Start of RECORDED INFORMATION
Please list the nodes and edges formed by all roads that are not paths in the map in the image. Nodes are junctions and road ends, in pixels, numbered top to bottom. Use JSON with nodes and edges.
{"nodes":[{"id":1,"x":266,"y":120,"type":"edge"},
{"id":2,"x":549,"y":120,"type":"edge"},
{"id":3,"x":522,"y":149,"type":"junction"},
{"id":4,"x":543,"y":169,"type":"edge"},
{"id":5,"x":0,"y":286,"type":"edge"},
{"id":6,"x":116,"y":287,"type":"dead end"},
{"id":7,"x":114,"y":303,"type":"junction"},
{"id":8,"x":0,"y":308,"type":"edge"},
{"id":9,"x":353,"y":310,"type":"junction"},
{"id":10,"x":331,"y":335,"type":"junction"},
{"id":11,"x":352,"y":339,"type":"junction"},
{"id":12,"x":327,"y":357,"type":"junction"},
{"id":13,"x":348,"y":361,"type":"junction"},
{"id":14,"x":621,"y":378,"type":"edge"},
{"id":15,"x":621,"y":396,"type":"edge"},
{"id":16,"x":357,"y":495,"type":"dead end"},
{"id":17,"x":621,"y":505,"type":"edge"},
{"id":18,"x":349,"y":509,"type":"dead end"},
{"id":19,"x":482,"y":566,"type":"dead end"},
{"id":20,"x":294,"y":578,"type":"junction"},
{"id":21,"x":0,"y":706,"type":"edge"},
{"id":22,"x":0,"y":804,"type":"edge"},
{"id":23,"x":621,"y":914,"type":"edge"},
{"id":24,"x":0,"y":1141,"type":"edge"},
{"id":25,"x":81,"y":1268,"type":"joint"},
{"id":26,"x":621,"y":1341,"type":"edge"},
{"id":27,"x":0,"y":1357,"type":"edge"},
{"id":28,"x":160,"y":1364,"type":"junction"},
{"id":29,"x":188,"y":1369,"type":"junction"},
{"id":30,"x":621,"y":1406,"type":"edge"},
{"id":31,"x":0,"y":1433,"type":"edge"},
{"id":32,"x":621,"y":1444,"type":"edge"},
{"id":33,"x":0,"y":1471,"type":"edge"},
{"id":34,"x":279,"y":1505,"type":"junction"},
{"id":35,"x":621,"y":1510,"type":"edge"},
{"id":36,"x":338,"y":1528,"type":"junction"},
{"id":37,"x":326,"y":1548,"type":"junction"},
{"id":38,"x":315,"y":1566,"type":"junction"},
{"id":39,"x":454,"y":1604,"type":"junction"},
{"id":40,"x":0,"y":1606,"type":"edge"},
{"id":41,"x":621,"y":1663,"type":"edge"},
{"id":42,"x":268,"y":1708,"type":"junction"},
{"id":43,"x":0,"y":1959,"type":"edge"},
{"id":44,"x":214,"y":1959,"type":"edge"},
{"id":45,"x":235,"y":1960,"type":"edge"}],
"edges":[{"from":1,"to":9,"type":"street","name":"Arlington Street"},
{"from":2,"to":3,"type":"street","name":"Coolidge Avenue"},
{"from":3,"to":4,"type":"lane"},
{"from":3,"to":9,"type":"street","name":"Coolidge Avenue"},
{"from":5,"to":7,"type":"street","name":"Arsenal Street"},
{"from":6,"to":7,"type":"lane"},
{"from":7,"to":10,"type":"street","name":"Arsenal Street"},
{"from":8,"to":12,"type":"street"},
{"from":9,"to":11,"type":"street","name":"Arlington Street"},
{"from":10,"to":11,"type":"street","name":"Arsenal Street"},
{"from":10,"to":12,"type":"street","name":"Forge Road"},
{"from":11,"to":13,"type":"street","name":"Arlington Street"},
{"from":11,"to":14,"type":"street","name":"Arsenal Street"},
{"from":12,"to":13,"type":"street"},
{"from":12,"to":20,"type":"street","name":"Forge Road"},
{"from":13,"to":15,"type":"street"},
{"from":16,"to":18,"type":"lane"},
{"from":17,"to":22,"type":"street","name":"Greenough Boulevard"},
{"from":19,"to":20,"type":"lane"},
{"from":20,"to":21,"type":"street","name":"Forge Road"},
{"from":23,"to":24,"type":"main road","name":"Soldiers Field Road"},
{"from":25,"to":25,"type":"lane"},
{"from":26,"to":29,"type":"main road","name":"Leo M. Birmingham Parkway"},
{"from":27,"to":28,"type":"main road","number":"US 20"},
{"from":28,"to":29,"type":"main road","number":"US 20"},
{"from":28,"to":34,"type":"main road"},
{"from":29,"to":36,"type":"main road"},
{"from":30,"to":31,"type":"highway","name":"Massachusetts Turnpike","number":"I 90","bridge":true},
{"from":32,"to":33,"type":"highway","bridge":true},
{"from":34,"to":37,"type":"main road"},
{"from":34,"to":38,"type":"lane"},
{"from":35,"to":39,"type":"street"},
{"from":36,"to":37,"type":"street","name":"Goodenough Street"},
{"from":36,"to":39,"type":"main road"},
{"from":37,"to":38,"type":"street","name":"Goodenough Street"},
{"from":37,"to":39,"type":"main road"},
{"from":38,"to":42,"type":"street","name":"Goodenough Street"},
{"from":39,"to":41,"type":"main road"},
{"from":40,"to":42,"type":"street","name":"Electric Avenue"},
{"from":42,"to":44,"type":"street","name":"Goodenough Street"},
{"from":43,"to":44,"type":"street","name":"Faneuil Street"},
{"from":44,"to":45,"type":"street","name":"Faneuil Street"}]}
End of RECORDED INFORMATION
* [WORK TO BE COMPLETED]:
Scan the entries above for the string "bridge" and copy each line containing it.

* [TASK RESULT]:
{"from":30,"to":31,"type":"highway","name":"Massachusetts Turnpike","number":"I 90","bridge":true},
{"from":32,"to":33,"type":"highway","bridge":true},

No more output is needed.